Mandelbrot first rendered a computer-generated image of the set that would be named after him at IBM’s Thomas J. Watson Research Center in 1980. The computer plot produced by a software program revealed the distinctive image of a large vaguely heart-shaped object connected to a smaller spherical object and having a rough, fuzzy border. While this was neither the first mathematical study of this particular mathematical set nor the first visualization of it, Mandelbrot had developed an algorithm that would be the basis of subsequent computer programs used to study and visualize fractals.
Mandelbrot’s work was introduced to a wider readership with the publication of an article about the Mandelbrot Set in Scientific American (1985). Like many other results from applied and recreational mathematics, it appeared in A.K. Dewdney’s “Computer Recreations” column. Dewdney opened by describing the Mandelbrot’s visualization of the set, announcing to his readers that “here is an infinite regress of detail that astonishes us with its variety, its complexity and its strange beauty.” He described Mandelbrot’s work in fractal geometry and how the boundary of the Mandelbrot Set was a fractal exhibiting fractional dimensionality and the recursive quality of self-similarity. The article went on to describe how a computer program could function essentially as a microscope for this geometrical object, allowing the observer to examine its properties in exquisite detail, “like a tourist in a land of infinite beauty.”[A. K. Dewdney, “Computer Recreations: A Computer Microscope Zooms in for a Look at the Most Complex Object in Mathematics,” Scientific American, 253, Aug. 1985: 16-24.]
His memoirs, The Fractalist: Memoir of a Scientific Maverick, was published in 2012.

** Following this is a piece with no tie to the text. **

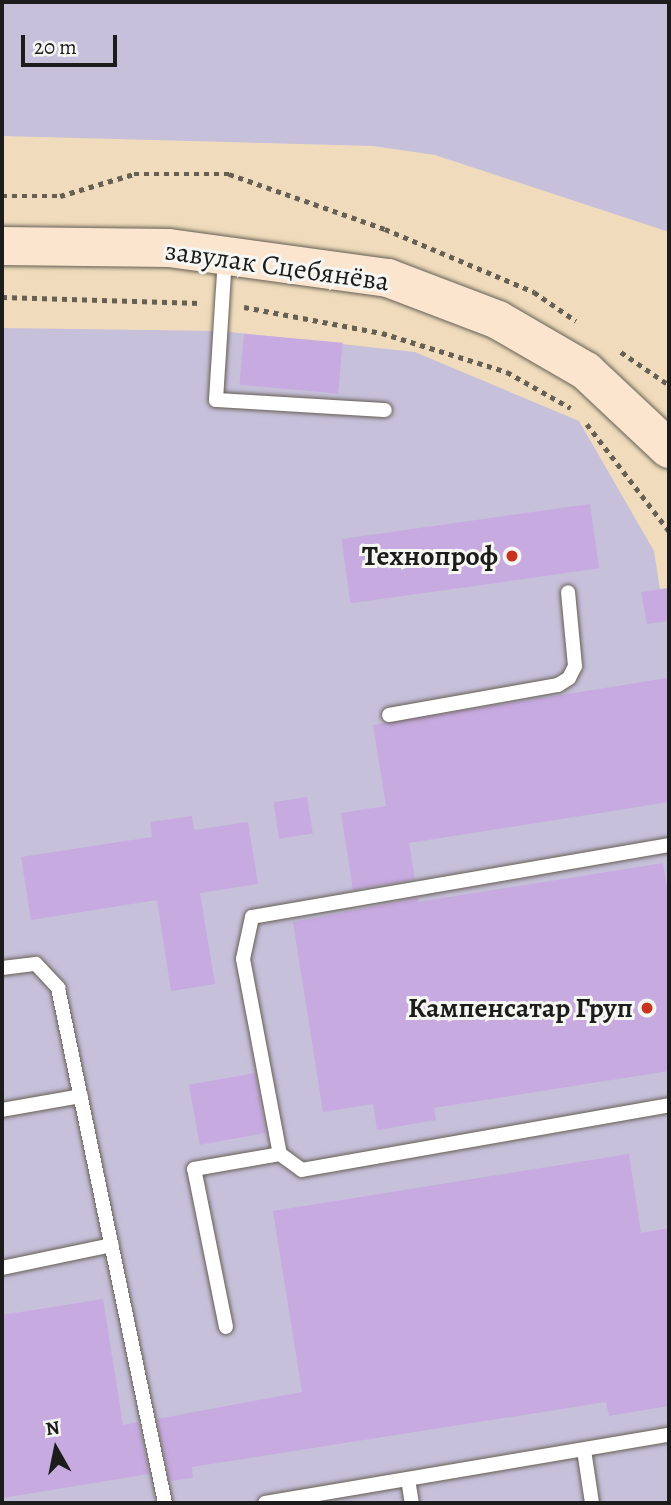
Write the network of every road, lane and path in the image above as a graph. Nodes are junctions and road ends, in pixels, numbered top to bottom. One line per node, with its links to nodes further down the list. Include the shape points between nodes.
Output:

The Benoit Mandelbrot papers (ca. 380 linear feet and 80 gigabytes) include a wide array of materials ranging from the 1930s till his death in 2010. Mandelbrot wrote everything long hand and edited typed drafts in long hand as well. The collection contains manuscripts of his articles and books as well as other publishing states and drafts including notebooks and papers from his school days in France to various versions of his memoirs; correspondence including that with prominent mathematicians; off-prints, original papers and occasional notes by others; hundreds of original renderings and print outs of early fractals and geometric diagrams; posters and other fractal art; audio, video, and still images; artifacts, and computer media including a hard drive received from IBM.